Exercise:
Word for word, repeat the records, leaving every picture behind.

Recorded data:
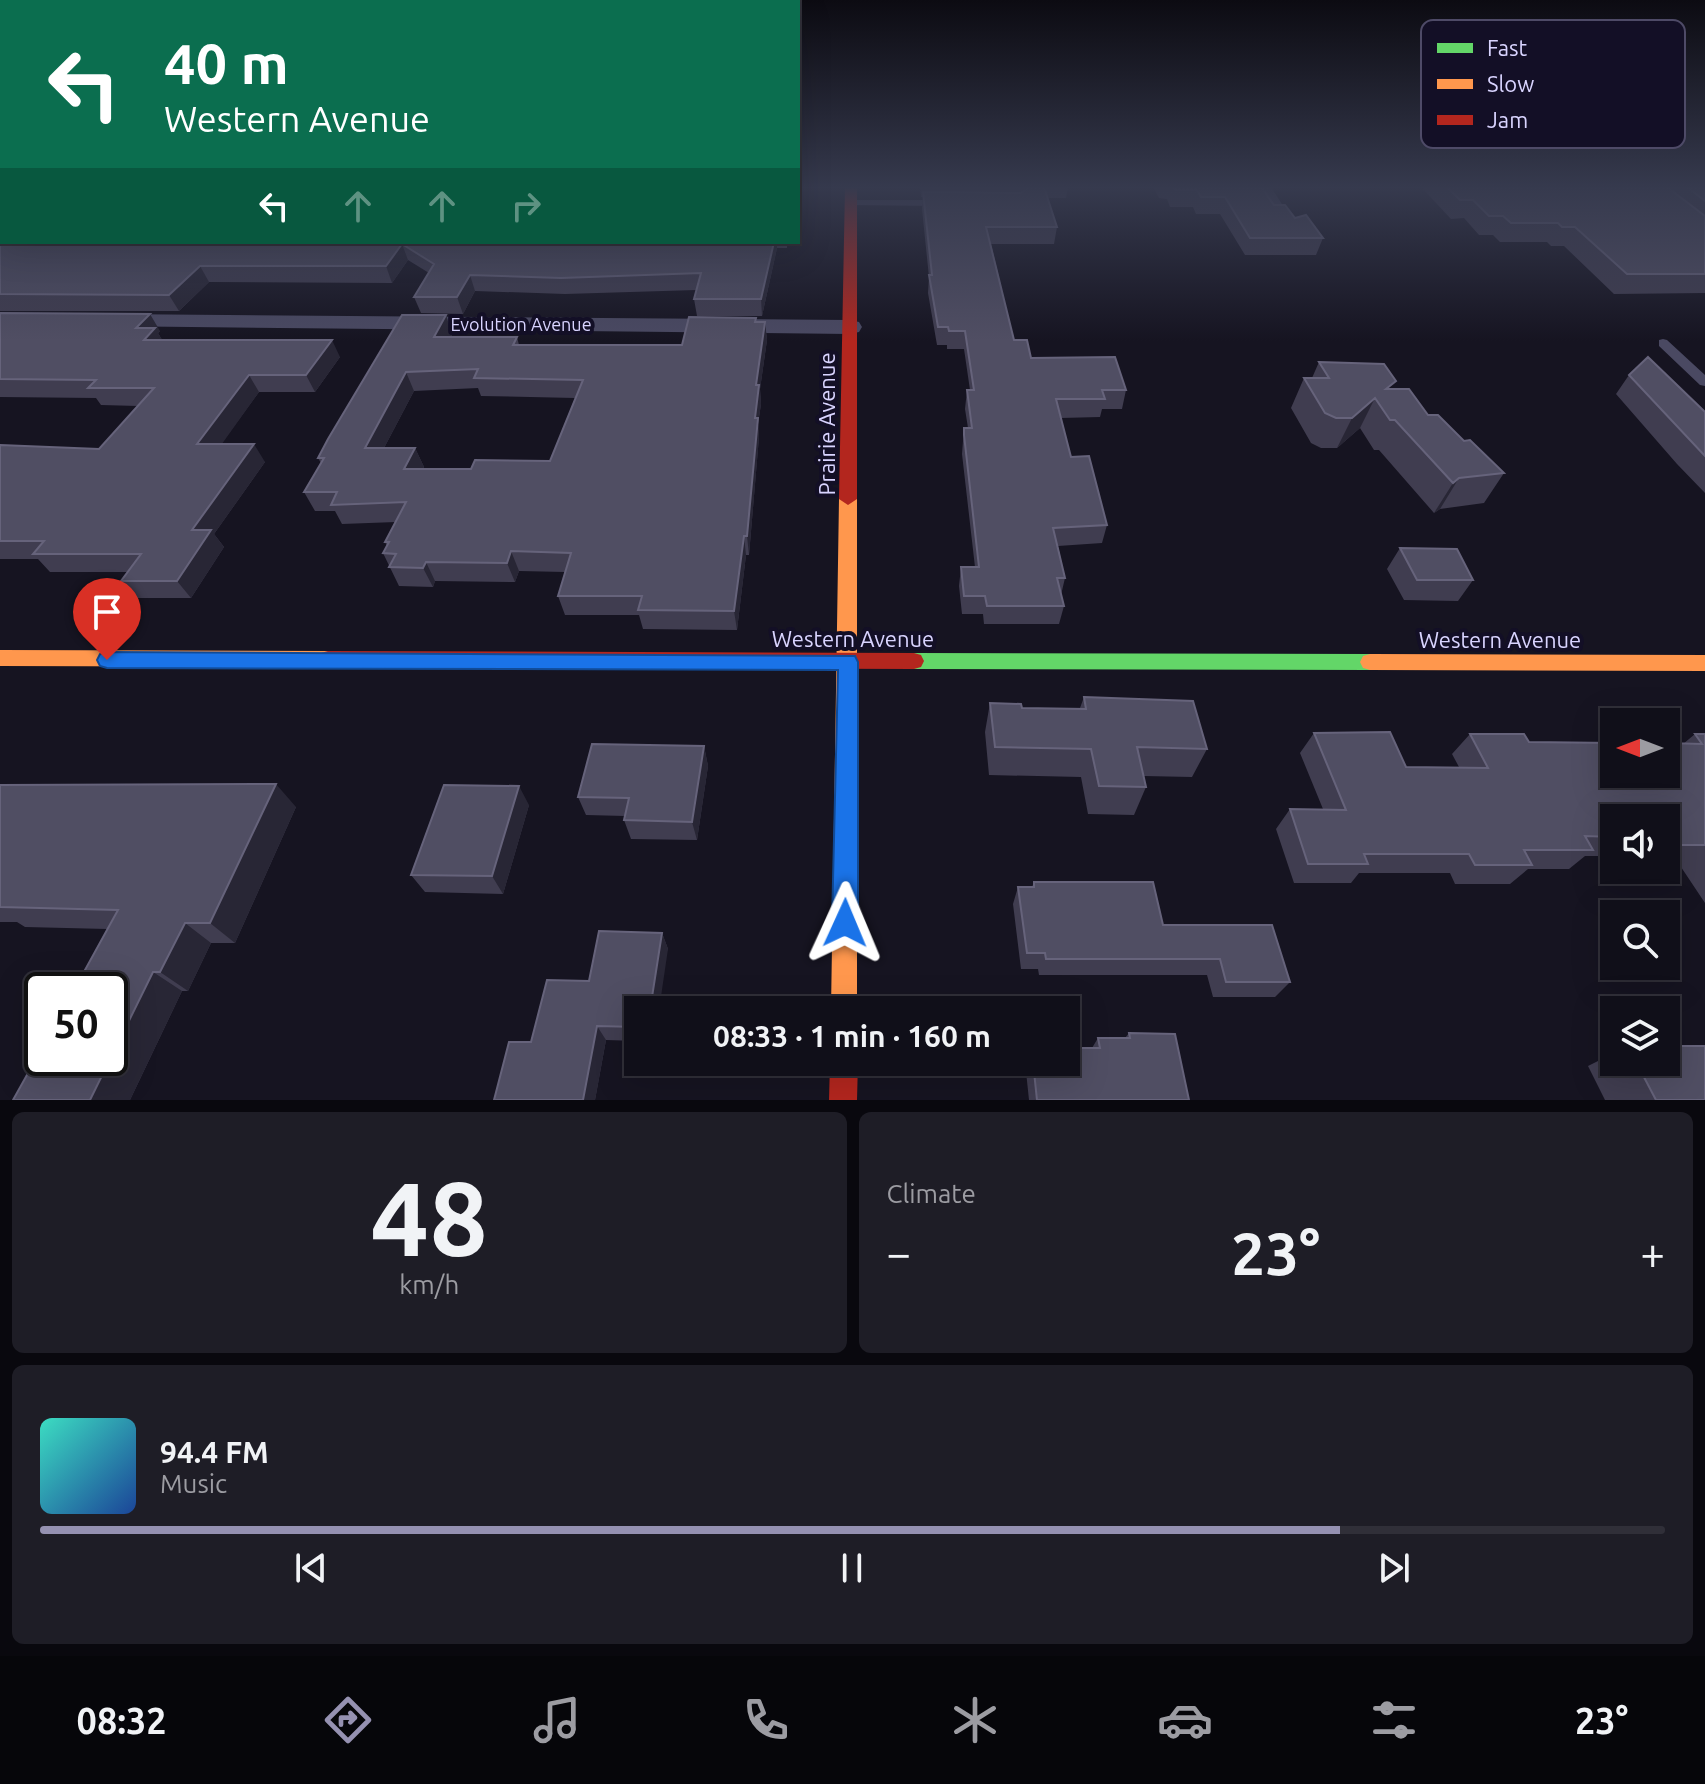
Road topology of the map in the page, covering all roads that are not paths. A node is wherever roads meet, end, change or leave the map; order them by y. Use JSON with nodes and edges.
{"nodes":[{"id":1,"x":851,"y":238,"type":"edge"},
{"id":2,"x":94,"y":321,"type":"edge"},
{"id":3,"x":850,"y":327,"type":"junction"},
{"id":4,"x":1663,"y":343,"type":"dead end"},
{"id":5,"x":1705,"y":382,"type":"edge"},
{"id":6,"x":0,"y":658,"type":"edge"},
{"id":7,"x":848,"y":662,"type":"junction"},
{"id":8,"x":1705,"y":663,"type":"edge"},
{"id":9,"x":844,"y":996,"type":"edge"},
{"id":10,"x":844,"y":1076,"type":"edge"},
{"id":11,"x":843,"y":1100,"type":"edge"}],
"edges":[{"from":1,"to":3,"type":"street","name":"Prairie Avenue"},
{"from":2,"to":3,"type":"street","name":"Evolution Avenue"},
{"from":3,"to":7,"type":"street","name":"Prairie Avenue"},
{"from":4,"to":5,"type":"lane"},
{"from":6,"to":7,"type":"street","name":"Western Avenue"},
{"from":7,"to":8,"type":"street","name":"Western Avenue"},
{"from":7,"to":9,"type":"street","name":"Prairie Avenue"},
{"from":10,"to":11,"type":"street"}]}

Exercise solution:
Road topology of the map in the page, covering all roads that are not paths. A node is wherever roads meet, end, change or leave the map; order them by y. Use JSON with nodes and edges.
{"nodes":[{"id":1,"x":851,"y":238,"type":"edge"},
{"id":2,"x":94,"y":321,"type":"edge"},
{"id":3,"x":850,"y":327,"type":"junction"},
{"id":4,"x":1663,"y":343,"type":"dead end"},
{"id":5,"x":1705,"y":382,"type":"edge"},
{"id":6,"x":0,"y":658,"type":"edge"},
{"id":7,"x":848,"y":662,"type":"junction"},
{"id":8,"x":1705,"y":663,"type":"edge"},
{"id":9,"x":844,"y":996,"type":"edge"},
{"id":10,"x":844,"y":1076,"type":"edge"},
{"id":11,"x":843,"y":1100,"type":"edge"}],
"edges":[{"from":1,"to":3,"type":"street","name":"Prairie Avenue"},
{"from":2,"to":3,"type":"street","name":"Evolution Avenue"},
{"from":3,"to":7,"type":"street","name":"Prairie Avenue"},
{"from":4,"to":5,"type":"lane"},
{"from":6,"to":7,"type":"street","name":"Western Avenue"},
{"from":7,"to":8,"type":"street","name":"Western Avenue"},
{"from":7,"to":9,"type":"street","name":"Prairie Avenue"},
{"from":10,"to":11,"type":"street"}]}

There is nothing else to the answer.